— Assignment —
What lines of the data below include the word "ROTDORNALLEE"? Report them by copying each.

— Source information —
====
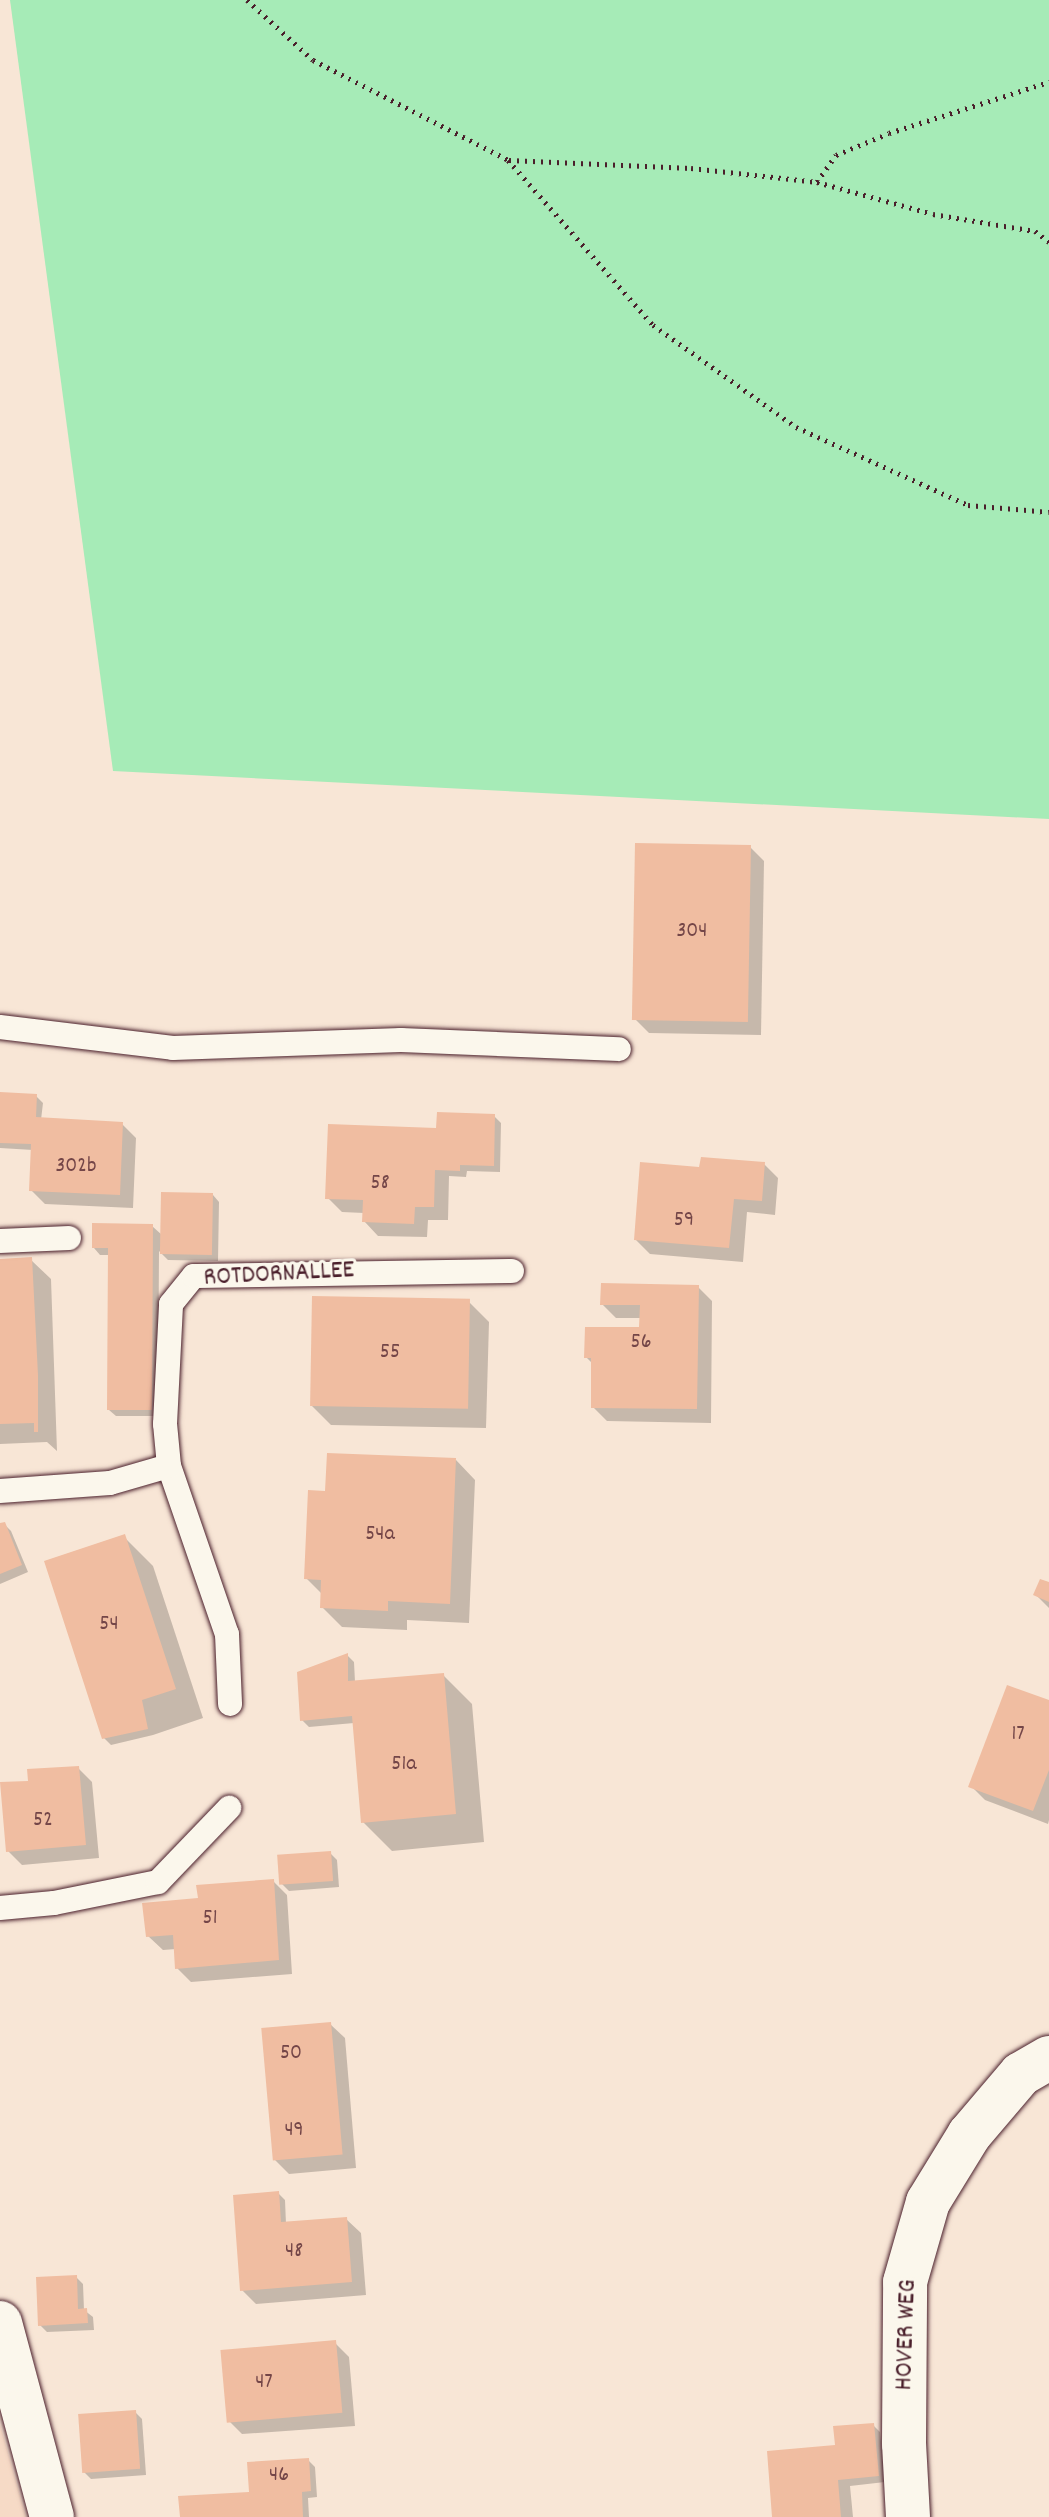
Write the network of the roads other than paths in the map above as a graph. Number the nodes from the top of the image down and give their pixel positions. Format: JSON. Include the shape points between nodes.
{"nodes":[{"id":1,"x":0,"y":1027,"type":"edge"},
{"id":2,"x":619,"y":1049,"type":"dead end"},
{"id":3,"x":69,"y":1238,"type":"dead end"},
{"id":4,"x":0,"y":1241,"type":"edge"},
{"id":5,"x":512,"y":1271,"type":"dead end"},
{"id":6,"x":169,"y":1466,"type":"junction"},
{"id":7,"x":0,"y":1491,"type":"edge"},
{"id":8,"x":230,"y":1704,"type":"dead end"},
{"id":9,"x":229,"y":1808,"type":"dead end"},
{"id":10,"x":0,"y":1908,"type":"edge"},
{"id":11,"x":1049,"y":2058,"type":"edge"},
{"id":12,"x":0,"y":2323,"type":"edge"},
{"id":13,"x":52,"y":2517,"type":"edge"},
{"id":14,"x":908,"y":2517,"type":"edge"}],
"edges":[{"from":1,"to":2,"type":"lane","via":[[173,1048],[401,1040]]},
{"from":3,"to":4,"type":"lane"},
{"from":5,"to":6,"type":"lane","name":"ROTDORNALLEE","via":[[194,1276],[171,1304],[165,1424]]},
{"from":6,"to":7,"type":"lane","via":[[110,1483]]},
{"from":6,"to":8,"type":"lane","name":"ROTDORNALLEE","via":[[227,1634]]},
{"from":9,"to":10,"type":"lane","via":[[158,1882]]},
{"from":11,"to":14,"type":"street","name":"HOVER WEG","via":[[1021,2074],[969,2135],[928,2202],[905,2282]]},
{"from":12,"to":13,"type":"street"}]}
====
— Exercise result —
{"from":5,"to":6,"type":"lane","name":"ROTDORNALLEE","via":[[194,1276],[171,1304],[165,1424]]},
{"from":6,"to":8,"type":"lane","name":"ROTDORNALLEE","via":[[227,1634]]},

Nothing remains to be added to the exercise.